Subdural hemorrhage (SDH) is bleeding around the brain coverings, specifically under a thick layer called dura but external to the brain and its immediate thinner layer, the arachnoid membrane. It results from tearing of blood vessels that travel between these layers. Acute treatment can be surgical draining or conservative close monitoring depending on the size, location and clinical presentation. Reversing clotting problems (mostly related to blood thinner use) immediately is important to limit worsening or recollection of the subdural bleed.

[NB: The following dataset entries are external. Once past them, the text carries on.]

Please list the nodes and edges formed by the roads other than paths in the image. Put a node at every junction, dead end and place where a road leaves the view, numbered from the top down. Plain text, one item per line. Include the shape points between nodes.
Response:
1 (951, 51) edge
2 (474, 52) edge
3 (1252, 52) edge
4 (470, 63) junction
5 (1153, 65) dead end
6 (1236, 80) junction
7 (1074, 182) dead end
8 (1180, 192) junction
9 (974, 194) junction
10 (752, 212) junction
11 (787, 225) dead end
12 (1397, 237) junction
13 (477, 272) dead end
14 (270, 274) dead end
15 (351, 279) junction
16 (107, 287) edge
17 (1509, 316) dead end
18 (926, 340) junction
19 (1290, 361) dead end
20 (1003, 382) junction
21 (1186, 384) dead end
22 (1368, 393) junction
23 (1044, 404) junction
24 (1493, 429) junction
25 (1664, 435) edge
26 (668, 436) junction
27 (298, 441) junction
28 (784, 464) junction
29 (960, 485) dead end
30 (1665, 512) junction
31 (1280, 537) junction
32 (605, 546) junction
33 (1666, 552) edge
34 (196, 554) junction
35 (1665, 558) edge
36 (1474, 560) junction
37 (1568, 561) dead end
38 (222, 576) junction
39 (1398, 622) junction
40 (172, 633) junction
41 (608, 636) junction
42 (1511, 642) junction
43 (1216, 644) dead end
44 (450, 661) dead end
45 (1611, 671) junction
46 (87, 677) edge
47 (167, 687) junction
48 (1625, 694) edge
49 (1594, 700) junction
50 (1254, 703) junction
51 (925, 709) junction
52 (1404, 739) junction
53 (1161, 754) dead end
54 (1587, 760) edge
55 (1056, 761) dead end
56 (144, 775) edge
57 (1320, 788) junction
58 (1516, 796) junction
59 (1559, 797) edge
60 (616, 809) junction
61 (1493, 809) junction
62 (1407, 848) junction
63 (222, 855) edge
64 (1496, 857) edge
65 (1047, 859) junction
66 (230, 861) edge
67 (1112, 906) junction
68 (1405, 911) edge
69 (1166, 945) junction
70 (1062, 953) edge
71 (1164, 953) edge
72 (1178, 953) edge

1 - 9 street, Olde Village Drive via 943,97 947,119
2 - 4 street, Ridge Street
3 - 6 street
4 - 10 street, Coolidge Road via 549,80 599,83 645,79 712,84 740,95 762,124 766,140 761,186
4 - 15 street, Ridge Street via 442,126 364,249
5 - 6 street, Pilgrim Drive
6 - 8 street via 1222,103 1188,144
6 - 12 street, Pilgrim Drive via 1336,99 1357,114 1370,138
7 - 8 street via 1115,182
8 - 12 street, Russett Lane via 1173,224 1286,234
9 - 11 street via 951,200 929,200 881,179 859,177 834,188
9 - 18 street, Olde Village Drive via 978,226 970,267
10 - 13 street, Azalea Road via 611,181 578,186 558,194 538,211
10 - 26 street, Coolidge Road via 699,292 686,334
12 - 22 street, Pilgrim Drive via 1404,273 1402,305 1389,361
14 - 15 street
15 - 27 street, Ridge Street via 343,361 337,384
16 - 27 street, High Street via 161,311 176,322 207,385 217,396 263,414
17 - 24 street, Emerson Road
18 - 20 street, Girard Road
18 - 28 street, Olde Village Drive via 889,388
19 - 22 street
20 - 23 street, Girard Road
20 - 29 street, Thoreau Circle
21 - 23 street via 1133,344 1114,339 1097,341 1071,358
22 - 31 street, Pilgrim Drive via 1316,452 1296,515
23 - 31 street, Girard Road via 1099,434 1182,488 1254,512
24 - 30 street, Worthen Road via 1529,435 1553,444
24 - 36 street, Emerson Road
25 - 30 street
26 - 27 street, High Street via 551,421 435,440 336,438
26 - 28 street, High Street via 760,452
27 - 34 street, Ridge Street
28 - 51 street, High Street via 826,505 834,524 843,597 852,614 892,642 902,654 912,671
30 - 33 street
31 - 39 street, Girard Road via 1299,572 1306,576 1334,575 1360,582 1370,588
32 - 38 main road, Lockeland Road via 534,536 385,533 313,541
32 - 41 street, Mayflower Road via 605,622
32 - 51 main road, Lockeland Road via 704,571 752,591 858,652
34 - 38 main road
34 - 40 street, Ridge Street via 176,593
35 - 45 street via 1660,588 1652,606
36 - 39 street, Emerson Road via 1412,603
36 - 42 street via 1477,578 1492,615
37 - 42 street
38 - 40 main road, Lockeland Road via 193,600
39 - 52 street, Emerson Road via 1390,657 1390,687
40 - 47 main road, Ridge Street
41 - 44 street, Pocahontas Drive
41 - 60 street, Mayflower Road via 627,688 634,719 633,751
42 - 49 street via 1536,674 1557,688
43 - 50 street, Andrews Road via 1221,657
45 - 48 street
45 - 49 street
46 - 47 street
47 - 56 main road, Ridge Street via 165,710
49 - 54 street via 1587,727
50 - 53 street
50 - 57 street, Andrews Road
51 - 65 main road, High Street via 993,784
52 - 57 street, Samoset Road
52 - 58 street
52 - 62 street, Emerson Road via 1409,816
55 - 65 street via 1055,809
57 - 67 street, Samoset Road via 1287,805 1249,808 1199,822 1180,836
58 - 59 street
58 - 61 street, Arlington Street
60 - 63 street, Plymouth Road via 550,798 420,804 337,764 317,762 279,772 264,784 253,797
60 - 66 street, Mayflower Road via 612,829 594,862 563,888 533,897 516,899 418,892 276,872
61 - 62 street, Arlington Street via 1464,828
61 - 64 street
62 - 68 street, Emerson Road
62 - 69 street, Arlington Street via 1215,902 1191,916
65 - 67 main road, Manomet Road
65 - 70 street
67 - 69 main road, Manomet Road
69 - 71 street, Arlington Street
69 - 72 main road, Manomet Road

SDH can be related to major or minor head trauma. It might also be seen in the absence of any perceived head trauma, this form mostly occur in older adults with brain atrophy. This type called chronic ("spontaneous") SDH is becoming more frequent with aging of the population, current estimates suggest about 38000 chronic SDHs per year in the US alone. Use of blood thinners and particularly anticoagulants is a known risk factor for both trauma related and chronic SDHs. Even lower intensity blood thinners such as aspirin can also increase the risk. Alcohol use is also a risk factor for both types through increasing the fall risk and alcohol's action on platelets increasing bleeding risk.

Avoiding falls and being cautious about blood thinner use in patients at risk are important approaches to prevent SDH. There is no other imaging marker of high risk but having sustained a SDH is shown to increase risk of subsequent SDHs.